A look at the the old ore handling plant whats left of it with the coke ovens in the background





the Middlesbrough Saltburn main raiway line passes through the steel works this is a view looking towards middlesbrough from near south bank station.





An old office for the Colliery arch plant cleveland works.




another one looking out of the window





The old colliery arch plant demolished last year 2008.





all this has now gone site totally flattened





final pic of south bank coke ovens from cleveland wks. hope you have enjoyed these pics i have a lot more if anyone is interested all the pics cover a period from 2004 to 2008. Thanks for looking.


----------



## Lightbuoy (Feb 10, 2009)

Excellent Report. Many thanks for sharing 

Loving the shots inside the large Colliery Arch Plant Warehouse particularly. Shame it's now gone.

Lb :jimlad:


----------



## Foxylady (Feb 10, 2009)

Lightbuoy said:


> Loving the shots inside the large Colliery Arch Plant Warehouse particularly.

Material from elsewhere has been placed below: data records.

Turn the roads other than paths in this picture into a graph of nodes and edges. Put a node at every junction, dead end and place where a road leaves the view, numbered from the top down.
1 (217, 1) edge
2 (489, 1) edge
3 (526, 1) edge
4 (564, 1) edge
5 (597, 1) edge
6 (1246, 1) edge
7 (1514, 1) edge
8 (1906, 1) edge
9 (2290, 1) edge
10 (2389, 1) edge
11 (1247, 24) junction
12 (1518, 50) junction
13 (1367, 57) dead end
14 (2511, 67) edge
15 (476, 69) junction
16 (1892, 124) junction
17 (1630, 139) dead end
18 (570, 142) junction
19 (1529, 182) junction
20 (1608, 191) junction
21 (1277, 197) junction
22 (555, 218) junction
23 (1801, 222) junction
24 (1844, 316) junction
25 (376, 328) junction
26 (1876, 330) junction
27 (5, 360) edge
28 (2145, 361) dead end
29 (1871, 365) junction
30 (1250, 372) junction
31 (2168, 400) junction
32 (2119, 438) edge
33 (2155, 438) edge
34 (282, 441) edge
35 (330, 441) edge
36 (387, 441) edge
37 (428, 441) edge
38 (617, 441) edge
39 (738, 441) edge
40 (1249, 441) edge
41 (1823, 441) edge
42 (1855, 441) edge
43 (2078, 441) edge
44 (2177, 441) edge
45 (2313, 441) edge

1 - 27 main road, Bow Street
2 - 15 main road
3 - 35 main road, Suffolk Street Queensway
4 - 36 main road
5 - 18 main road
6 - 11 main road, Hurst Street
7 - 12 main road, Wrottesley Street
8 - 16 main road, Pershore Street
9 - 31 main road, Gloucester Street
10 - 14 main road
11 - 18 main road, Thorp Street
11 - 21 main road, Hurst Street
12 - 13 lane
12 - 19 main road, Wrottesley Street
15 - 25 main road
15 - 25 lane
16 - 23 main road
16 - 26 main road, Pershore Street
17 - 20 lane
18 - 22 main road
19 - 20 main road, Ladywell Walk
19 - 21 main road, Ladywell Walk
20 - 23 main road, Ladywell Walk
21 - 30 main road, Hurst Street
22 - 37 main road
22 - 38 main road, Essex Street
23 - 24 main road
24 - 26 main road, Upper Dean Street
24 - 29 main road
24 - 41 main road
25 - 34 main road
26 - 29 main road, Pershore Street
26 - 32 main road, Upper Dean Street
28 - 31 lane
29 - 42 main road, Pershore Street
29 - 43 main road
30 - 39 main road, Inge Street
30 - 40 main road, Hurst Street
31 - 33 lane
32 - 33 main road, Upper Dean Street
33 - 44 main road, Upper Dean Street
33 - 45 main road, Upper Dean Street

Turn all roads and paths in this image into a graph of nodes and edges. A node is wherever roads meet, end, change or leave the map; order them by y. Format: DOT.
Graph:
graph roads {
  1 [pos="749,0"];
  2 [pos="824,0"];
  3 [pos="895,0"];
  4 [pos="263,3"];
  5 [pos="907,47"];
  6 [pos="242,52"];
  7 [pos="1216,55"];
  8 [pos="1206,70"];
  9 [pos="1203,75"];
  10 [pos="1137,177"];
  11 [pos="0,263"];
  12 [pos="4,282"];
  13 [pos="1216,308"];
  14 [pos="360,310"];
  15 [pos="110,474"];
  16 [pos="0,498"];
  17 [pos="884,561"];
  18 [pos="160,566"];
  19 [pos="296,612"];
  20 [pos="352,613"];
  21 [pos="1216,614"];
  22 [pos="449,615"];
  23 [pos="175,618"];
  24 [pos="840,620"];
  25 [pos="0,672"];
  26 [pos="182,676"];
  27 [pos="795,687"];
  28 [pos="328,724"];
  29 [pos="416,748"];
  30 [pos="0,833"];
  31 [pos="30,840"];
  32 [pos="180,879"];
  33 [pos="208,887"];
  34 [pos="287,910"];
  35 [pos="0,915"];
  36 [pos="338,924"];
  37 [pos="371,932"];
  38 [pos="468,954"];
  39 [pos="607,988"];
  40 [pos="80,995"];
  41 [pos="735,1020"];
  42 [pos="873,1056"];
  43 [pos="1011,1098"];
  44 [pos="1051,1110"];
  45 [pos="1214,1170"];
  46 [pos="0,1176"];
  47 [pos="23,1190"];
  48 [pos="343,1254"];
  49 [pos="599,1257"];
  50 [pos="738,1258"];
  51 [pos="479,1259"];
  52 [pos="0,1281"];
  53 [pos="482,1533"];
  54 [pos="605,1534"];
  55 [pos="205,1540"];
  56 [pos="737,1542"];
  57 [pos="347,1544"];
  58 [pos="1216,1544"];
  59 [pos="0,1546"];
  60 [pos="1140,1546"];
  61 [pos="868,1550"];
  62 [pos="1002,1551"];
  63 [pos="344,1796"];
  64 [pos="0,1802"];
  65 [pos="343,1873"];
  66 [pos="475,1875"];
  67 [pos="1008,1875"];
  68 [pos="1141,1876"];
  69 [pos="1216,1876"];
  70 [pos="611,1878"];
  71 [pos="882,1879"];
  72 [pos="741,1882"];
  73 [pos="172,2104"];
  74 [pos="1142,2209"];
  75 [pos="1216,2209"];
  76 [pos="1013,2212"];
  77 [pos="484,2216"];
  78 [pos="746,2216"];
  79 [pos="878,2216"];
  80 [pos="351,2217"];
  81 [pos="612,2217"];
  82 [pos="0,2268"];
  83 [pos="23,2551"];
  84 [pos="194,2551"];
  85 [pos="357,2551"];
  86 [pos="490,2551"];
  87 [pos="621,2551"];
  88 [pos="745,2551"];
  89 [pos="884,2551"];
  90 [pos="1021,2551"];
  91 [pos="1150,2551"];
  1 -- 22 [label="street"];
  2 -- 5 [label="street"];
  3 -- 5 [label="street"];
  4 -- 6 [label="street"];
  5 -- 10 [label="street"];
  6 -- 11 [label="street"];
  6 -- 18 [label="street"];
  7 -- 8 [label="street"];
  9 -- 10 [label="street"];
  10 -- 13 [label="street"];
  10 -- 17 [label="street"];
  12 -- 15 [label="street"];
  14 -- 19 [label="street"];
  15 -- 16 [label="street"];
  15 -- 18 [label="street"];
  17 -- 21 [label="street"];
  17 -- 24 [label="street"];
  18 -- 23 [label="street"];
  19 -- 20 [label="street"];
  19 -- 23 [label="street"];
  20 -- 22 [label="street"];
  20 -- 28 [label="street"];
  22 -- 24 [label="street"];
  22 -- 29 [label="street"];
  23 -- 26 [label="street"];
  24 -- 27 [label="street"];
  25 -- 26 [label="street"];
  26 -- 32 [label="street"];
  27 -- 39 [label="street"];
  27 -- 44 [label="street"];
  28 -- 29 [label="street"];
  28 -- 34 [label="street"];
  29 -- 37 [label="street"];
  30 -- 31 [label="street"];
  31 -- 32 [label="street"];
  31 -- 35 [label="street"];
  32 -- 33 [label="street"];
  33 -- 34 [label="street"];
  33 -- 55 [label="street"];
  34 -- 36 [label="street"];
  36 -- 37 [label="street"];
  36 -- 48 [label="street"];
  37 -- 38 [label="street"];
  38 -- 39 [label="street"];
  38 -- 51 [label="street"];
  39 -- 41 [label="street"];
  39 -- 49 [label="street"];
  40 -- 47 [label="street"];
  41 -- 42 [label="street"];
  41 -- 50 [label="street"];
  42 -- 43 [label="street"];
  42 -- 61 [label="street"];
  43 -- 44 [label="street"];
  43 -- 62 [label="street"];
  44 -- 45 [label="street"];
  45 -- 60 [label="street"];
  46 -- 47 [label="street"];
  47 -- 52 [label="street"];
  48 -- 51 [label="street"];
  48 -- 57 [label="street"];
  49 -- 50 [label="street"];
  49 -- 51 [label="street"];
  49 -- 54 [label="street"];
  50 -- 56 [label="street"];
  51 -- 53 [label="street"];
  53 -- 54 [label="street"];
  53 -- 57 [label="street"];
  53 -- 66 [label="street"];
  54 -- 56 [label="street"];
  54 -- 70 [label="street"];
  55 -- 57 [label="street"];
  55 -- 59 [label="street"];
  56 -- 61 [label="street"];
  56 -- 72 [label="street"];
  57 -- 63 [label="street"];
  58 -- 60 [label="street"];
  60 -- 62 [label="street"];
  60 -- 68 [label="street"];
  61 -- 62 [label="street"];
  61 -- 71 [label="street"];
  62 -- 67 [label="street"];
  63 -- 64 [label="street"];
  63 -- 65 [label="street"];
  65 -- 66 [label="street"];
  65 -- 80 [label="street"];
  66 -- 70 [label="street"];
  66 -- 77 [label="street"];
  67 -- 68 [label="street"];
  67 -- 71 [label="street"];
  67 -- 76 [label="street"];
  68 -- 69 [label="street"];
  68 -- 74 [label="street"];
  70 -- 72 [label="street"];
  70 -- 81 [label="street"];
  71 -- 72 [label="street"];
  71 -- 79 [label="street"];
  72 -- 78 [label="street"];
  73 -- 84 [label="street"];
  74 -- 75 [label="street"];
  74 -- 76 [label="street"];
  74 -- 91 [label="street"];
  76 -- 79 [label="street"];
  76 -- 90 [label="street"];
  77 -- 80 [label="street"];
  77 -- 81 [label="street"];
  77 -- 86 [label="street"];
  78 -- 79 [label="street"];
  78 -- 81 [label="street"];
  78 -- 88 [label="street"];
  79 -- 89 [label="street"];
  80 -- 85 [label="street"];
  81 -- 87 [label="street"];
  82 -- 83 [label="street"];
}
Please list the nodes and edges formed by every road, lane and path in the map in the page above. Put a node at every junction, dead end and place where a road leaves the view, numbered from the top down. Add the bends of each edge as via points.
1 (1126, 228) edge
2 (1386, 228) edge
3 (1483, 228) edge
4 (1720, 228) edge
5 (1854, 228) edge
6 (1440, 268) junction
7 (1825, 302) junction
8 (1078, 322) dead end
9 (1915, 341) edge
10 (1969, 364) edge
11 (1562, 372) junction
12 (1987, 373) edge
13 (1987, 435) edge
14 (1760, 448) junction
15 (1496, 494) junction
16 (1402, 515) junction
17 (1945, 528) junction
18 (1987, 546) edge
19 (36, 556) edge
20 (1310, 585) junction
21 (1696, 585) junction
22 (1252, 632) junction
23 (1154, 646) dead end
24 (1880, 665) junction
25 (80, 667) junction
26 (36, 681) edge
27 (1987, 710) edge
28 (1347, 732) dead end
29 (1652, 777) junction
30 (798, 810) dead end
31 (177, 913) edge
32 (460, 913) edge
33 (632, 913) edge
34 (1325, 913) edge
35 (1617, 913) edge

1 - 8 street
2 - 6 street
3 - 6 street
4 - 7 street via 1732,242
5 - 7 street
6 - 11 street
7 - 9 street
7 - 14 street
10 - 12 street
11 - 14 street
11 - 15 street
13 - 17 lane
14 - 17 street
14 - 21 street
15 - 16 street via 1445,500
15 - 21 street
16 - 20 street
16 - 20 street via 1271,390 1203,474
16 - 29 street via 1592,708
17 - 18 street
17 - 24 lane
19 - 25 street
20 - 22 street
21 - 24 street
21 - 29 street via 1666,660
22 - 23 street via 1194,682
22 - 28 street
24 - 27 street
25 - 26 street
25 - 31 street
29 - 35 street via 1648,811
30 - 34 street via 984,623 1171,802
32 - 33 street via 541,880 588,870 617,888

Me too. What an amazing array of interesting-looking wheels and things.
Fantastic site, dave. Enjoyed seeing that.


----------



## andy m (Feb 10, 2009)

Absolutely awesome, thanks for posting!


----------



## ashless (Feb 10, 2009)

dave said:


> the Middlesbrough Saltburn main raiway line passes through the steel works this is a view looking towards middlesbrough from near south bank station.



Loving this one, good work


----------



## MaBs (Feb 10, 2009)

Some really interesting pictures there! Shame parts of it have been demolished!


----------



## Parkus. (Feb 10, 2009)

Good stuff 

Wish I could have seen Consett iron works - furnesses / ovens 15 storeys tall, apparently when they opened them the whole sky would go red, I've heard loads of stories about dogs coats going red aswell 


Love all the old north east industry - mines, pits, steel / iron works


----------



## wolfism (Feb 10, 2009)

Superb - thanks for posting these, Dave. They really do it justice, even from the little I've seen of it - and I agree with ashless, the railway track photo is full of atmosphere.


----------



## Sabtr (Feb 10, 2009)

Industry at its best I reckon. So sad to see places like this simply vanishing. The pic with the cold? slag heaps in is great - just how I remember it when I was young! 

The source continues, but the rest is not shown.